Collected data
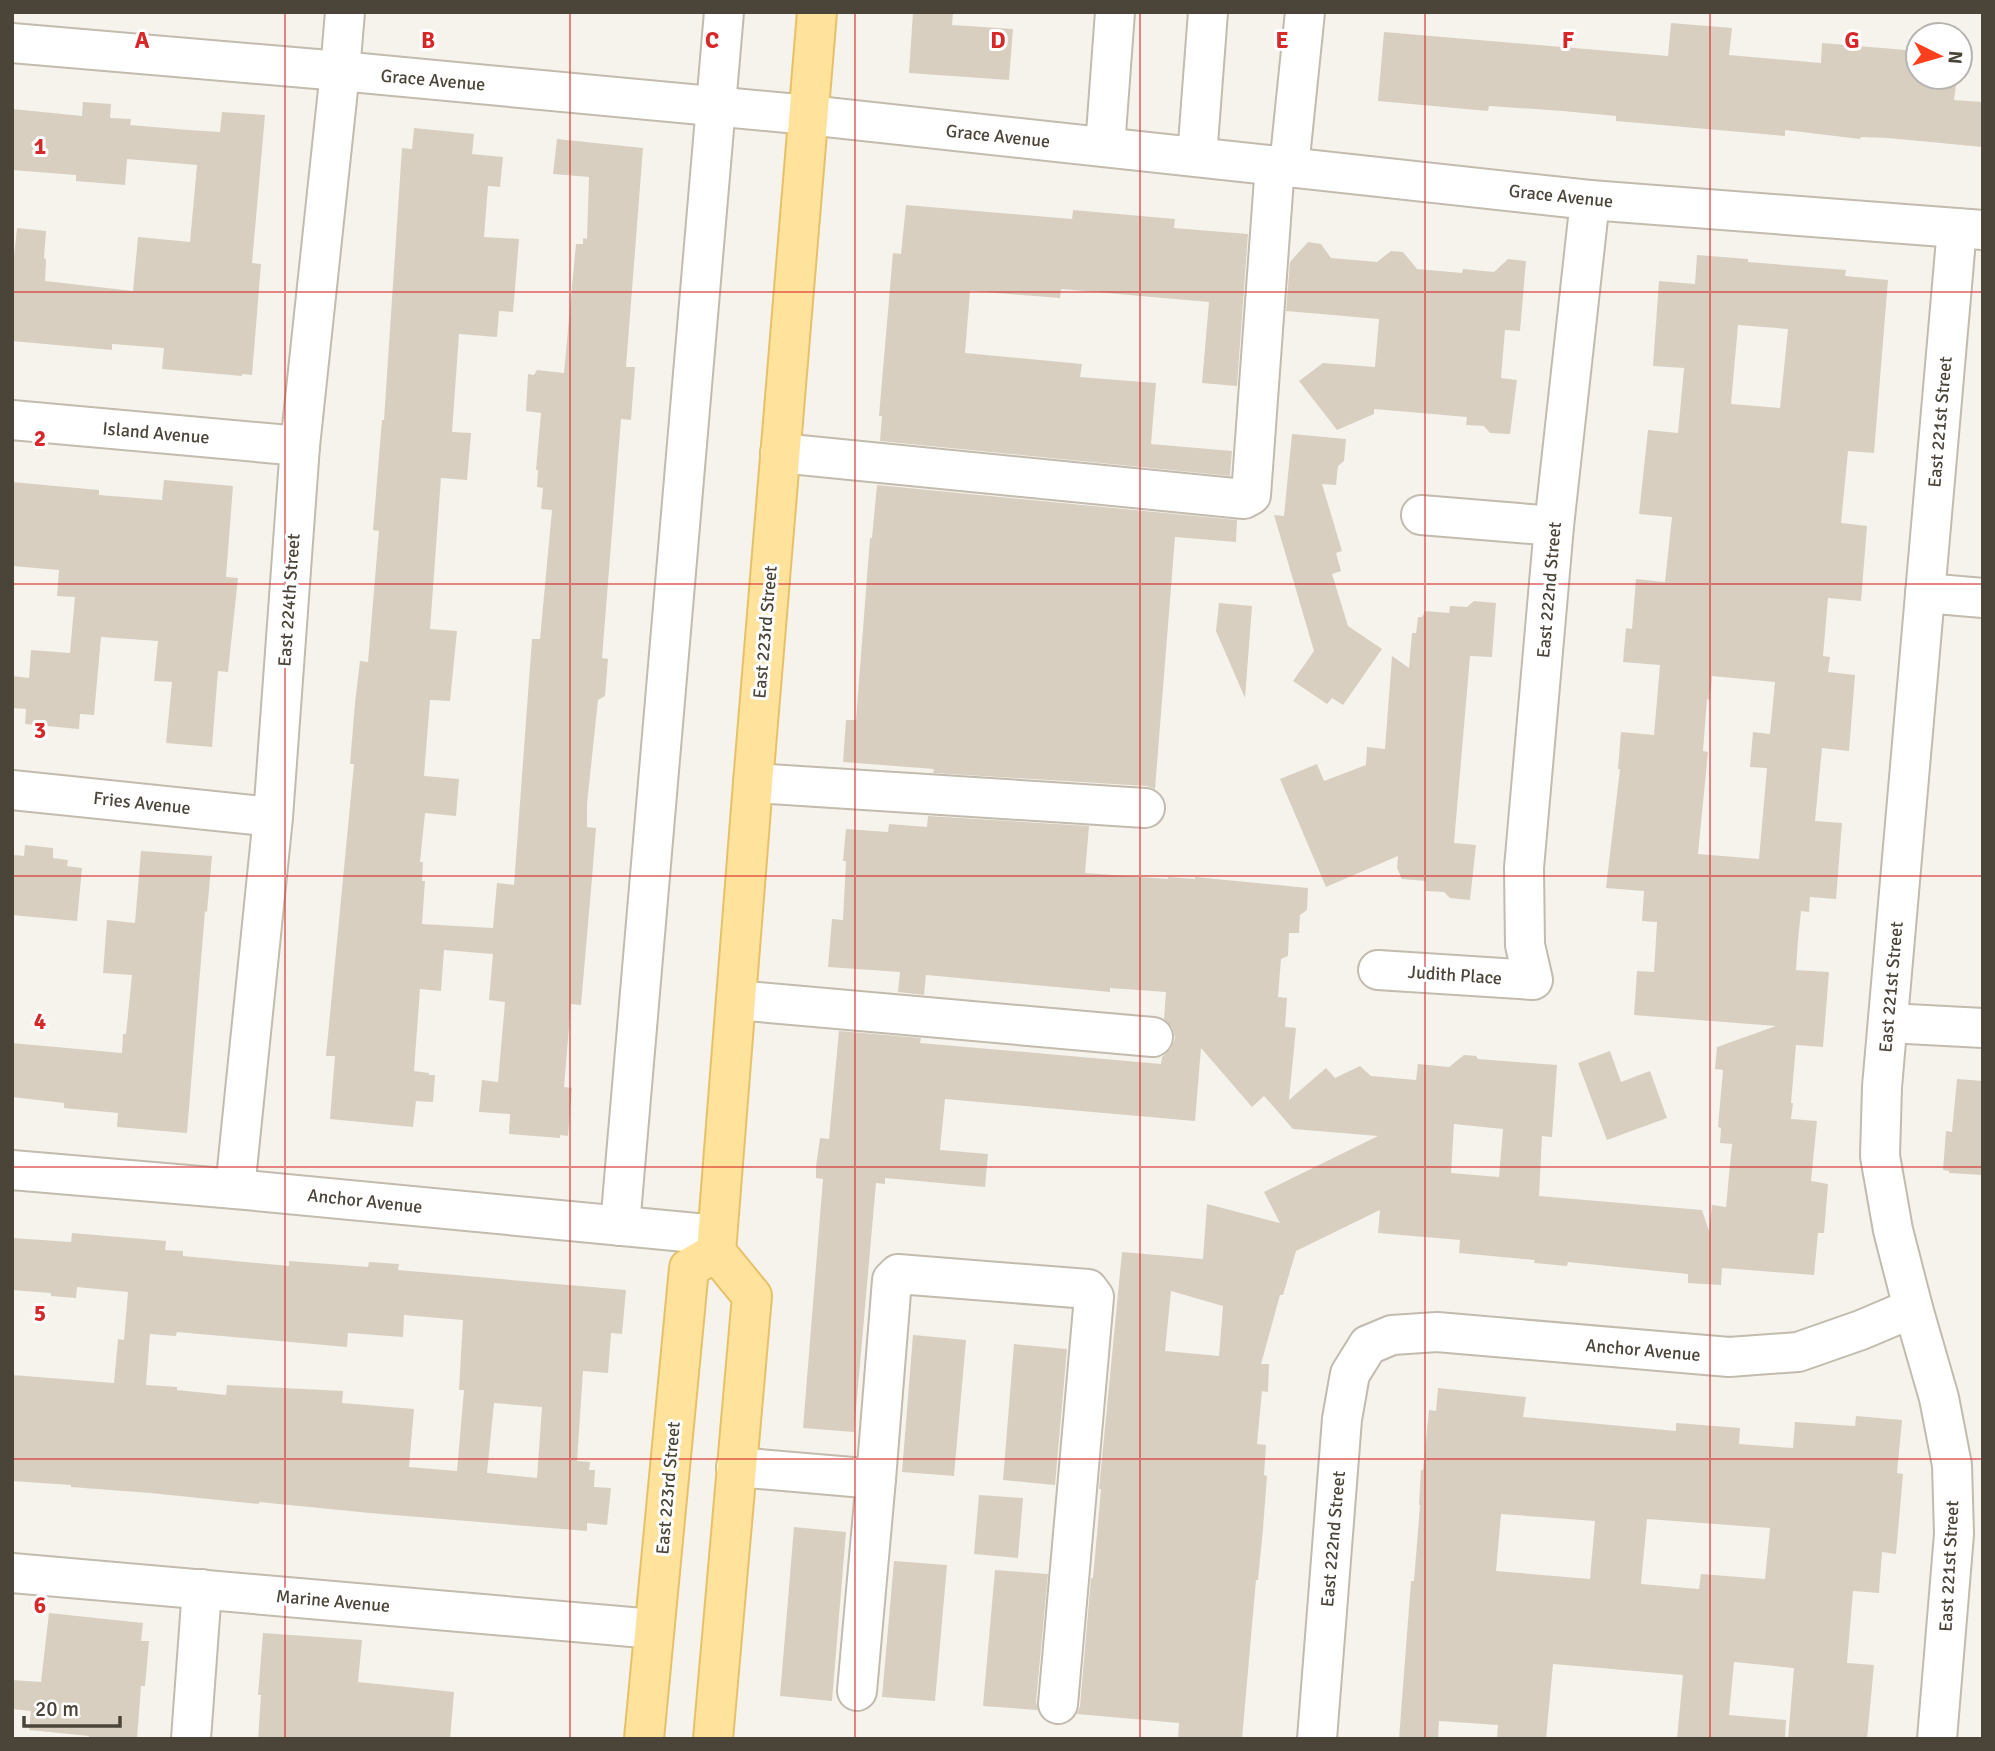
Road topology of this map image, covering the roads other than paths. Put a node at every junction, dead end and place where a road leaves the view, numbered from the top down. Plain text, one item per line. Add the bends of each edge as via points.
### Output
1 (345, 12) edge
2 (724, 12) edge
3 (817, 12) edge
4 (1115, 12) edge
5 (1208, 12) edge
6 (1305, 12) edge
7 (12, 43) edge
8 (340, 71) junction
9 (716, 107) junction
10 (808, 115) junction
11 (1105, 147) junction
12 (1197, 157) junction
13 (1282, 166) junction
14 (1590, 200) junction
15 (1970, 229) edge
16 (12, 420) edge
17 (300, 446) junction
18 (780, 453) junction
19 (1421, 515) dead end
20 (1554, 526) junction
21 (1926, 593) junction
22 (1983, 598) edge
23 (752, 783) junction
24 (12, 790) edge
25 (1145, 808) dead end
26 (273, 817) junction
27 (1378, 970) dead end
28 (1533, 980) joint
29 (736, 1000) junction
30 (1888, 1023) junction
31 (1983, 1028) edge
32 (1153, 1037) dead end
33 (12, 1170) edge
34 (235, 1189) junction
35 (620, 1226) junction
36 (717, 1244) junction
37 (1913, 1308) junction
38 (1368, 1345) joint
39 (736, 1467) junction
40 (876, 1479) junction
41 (12, 1573) edge
42 (202, 1590) junction
43 (654, 1629) junction
44 (857, 1691) dead end
45 (1058, 1704) dead end
46 (191, 1739) edge
47 (644, 1739) edge
48 (713, 1739) edge
49 (1317, 1739) edge
50 (1937, 1739) edge

1 - 8 street, East 224th Street
2 - 9 street
3 - 10 main road, East 223rd Street
4 - 11 street
5 - 12 street
6 - 13 street
7 - 8 street, Grace Avenue
8 - 9 street, Grace Avenue
8 - 17 street, East 224th Street
9 - 10 street, Grace Avenue
9 - 35 street
10 - 11 street, Grace Avenue
10 - 18 main road, East 223rd Street
11 - 12 street, Grace Avenue
12 - 13 street, Grace Avenue
13 - 14 street, Grace Avenue
13 - 18 street via 1251,495 1244,499
14 - 15 street, Grace Avenue
14 - 20 street, East 222nd Street
15 - 21 street, East 221st Street
16 - 17 street, Island Avenue
17 - 26 street, East 224th Street
18 - 23 main road, East 223rd Street
19 - 20 street
20 - 28 street, East 222nd Street via 1524,868 1525,945
21 - 22 street
21 - 30 street, East 221st Street
23 - 25 street
23 - 29 main road, East 223rd Street
24 - 26 street, Fries Avenue
26 - 34 street, East 224th Street
27 - 28 street, Judith Place
29 - 32 street
29 - 36 main road, East 223rd Street
30 - 31 street
30 - 37 street, East 221st Street via 1880,1156
33 - 34 street, Anchor Avenue
34 - 35 street, Anchor Avenue
35 - 36 street, Anchor Avenue
36 - 39 main road via 752,1296
36 - 43 main road, East 223rd Street via 689,1268
37 - 38 street, Anchor Avenue via 1798,1352 1729,1357 1437,1332 1392,1335
37 - 50 street, East 221st Street via 1939,1398 1952,1465 1954,1534
38 - 49 street, East 222nd Street via 1350,1374 1342,1419
39 - 40 street
39 - 48 main road
40 - 44 street
40 - 45 street via 892,1280 898,1274 1088,1289 1094,1297
41 - 42 street, Marine Avenue
42 - 43 street, Marine Avenue
42 - 46 street
43 - 47 main road, East 223rd Street

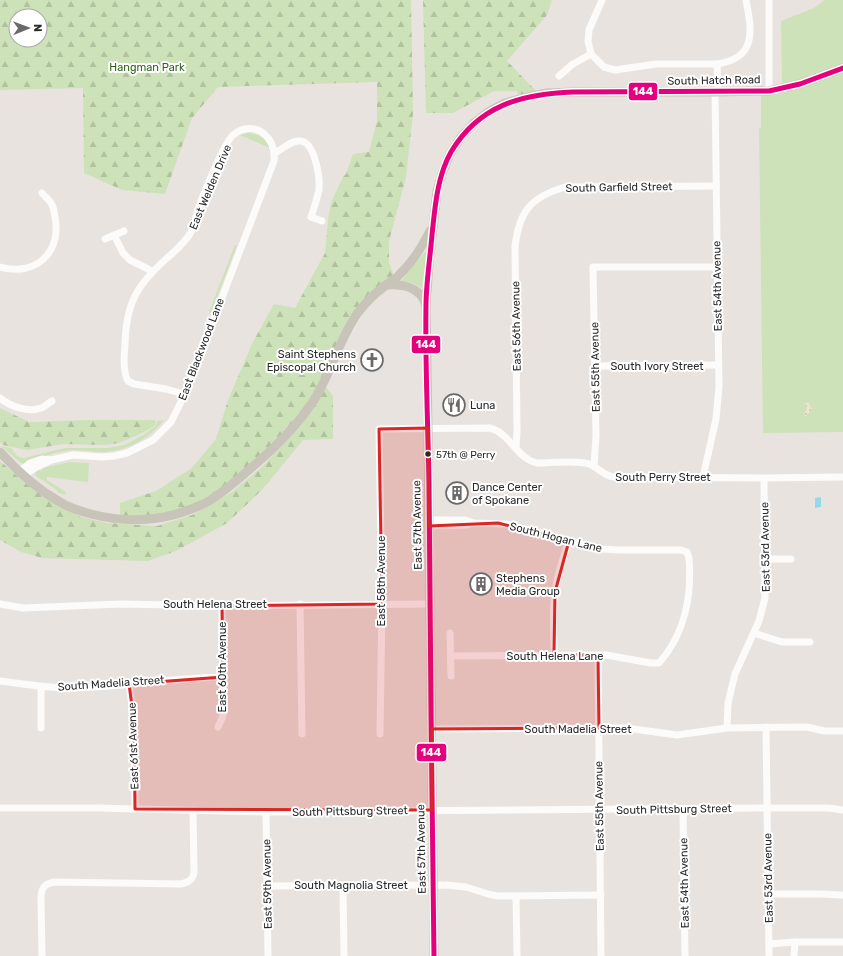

**Exercise description**: Return all lines of the data in which the string "road" appears.

**Result of this task**:
Road topology of this map image, covering the roads other than paths. Put a node at every junction, dead end and place where a road leaves the view, numbered from the top down. Plain text, one item per line. Add the bends of each edge as via points.
3 - 10 main road, East 223rd Street
10 - 18 main road, East 223rd Street
18 - 23 main road, East 223rd Street
23 - 29 main road, East 223rd Street
29 - 36 main road, East 223rd Street
36 - 39 main road via 752,1296
36 - 43 main road, East 223rd Street via 689,1268
39 - 48 main road
43 - 47 main road, East 223rd Street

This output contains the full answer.